異なるλに対して、和T=50の条件下でのX1の分布を重ねて見てます。

# 2024 Q3(2)[2-2]  2024.8.27

import numpy as np
import matplotlib.pyplot as plt
from scipy.stats import binom

# パラメータ設定
lambda_values = [3, 5, 7]  # 異なる λ の値
n = 10  # サンプル数
num_simulations = 1000000  # シミュレーション回数
T_value = 50  # T の特定の値

plt.figure(figsize=(12, 6))

for lambda_value in lambda_values:
    # ポアソン分布に従う n 個のサンプルを生成
    samples = np.random.poisson(lambda_value, (num_simulations, n))
    
    # T = T_value のサンプルを抽出
    samples_given_T = samples[np.sum(samples, axis=1) == T_value]
    
    # X1 の分布をプロット
    counts, bin_edges, _ = plt.hist(samples_given_T[:, 0], bins=15, density=True, alpha=0.5, label=f'λ = {lambda_value}')

# 理論二項分布を描画
x1_min, x1_max = np.min(samples_given_T[:, 0]), np.max(samples_given_T[:, 0])
x = np.arange(x1_min, x1_max + 1)
estimated_p = 1 / n  # 二項分布の p は 1/n で推定
binom_pmf = binom.pmf(x, T_value, estimated_p)
plt.plot(x, binom_pmf, 'k--', label=f'理論二項分布 Bin(T={T_value}, p=1/{n})')

plt.title(f'X1の分布 (T={T_value} 条件付き) と理論二項分布')
plt.xlabel('X1')
plt.ylabel('確率密度')
plt.legend()
plt.grid(True)
plt.show()

λに依存せず同じ二項分布に従います。よって統計量Tはλに対する十分統計量であることが示されました。

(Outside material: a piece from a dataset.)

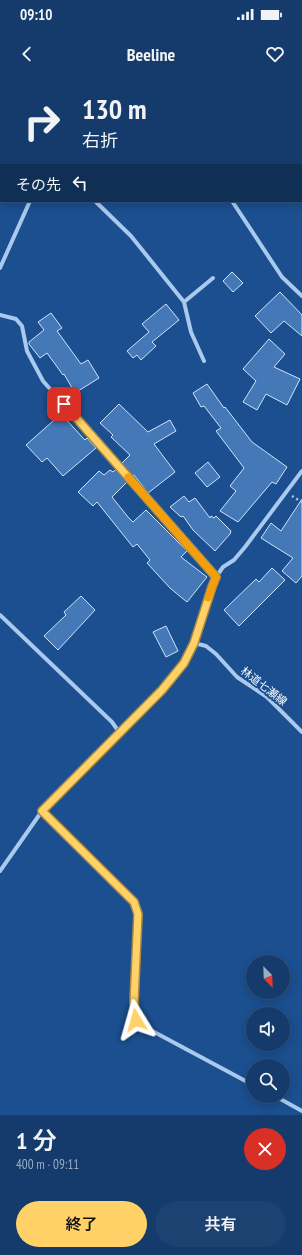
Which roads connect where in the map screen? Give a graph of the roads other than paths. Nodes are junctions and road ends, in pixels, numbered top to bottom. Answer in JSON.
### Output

なお、X1~Xnの組は多項分布に従うが、簡単のためX1のみの分布を確認しました。X1は二項分布に従います。

2021 Q3(2)[2-1]

ポアソン分布の再生性をモーメント母関数の積から示す問題をやりました。

コード

数式を使った計算

# 2021 Q3(2)[2-1]  2024.8.26

import sympy as sp

# 変数の定義
s, lambda_, n = sp.symbols('s lambda_ n', real=True, positive=True)

# 各 X_i のモーメント母関数
M_X = sp.exp(lambda_ * (sp.exp(s) - 1))

# 和 T のモーメント母関数 M_T(s)
M_T = M_X**n

# M_T(s) を簡略化
M_T_simplified = sp.simplify(M_T)

# 結果を表示
display(M_T_simplified)

Po(nλ)のモーメント母関数に等しいです。

モーメント母関数を使って期待値と分散を求めます。

# 2021 Q3(2)[2-1]  2024.8.26

import sympy as sp

# 変数の定義
s, lambda_, n = sp.symbols('s lambda_ n', real=True, positive=True)

# モーメント母関数 M_T(s)
M_T = sp.exp(-lambda_ * n * (1 - sp.exp(s)))

# 1次モーメント(期待値)の計算
M_T_prime = sp.diff(M_T, s)
expectation = M_T_prime.subs(s, 0)

# 2次モーメントの計算
M_T_double_prime = sp.diff(M_T_prime, s)
second_moment = M_T_double_prime.subs(s, 0)

# 分散の計算
variance = second_moment - expectation**2

# 結果を表示
display(expectation, variance)

Po(nλ)の期待値と分散に一致します。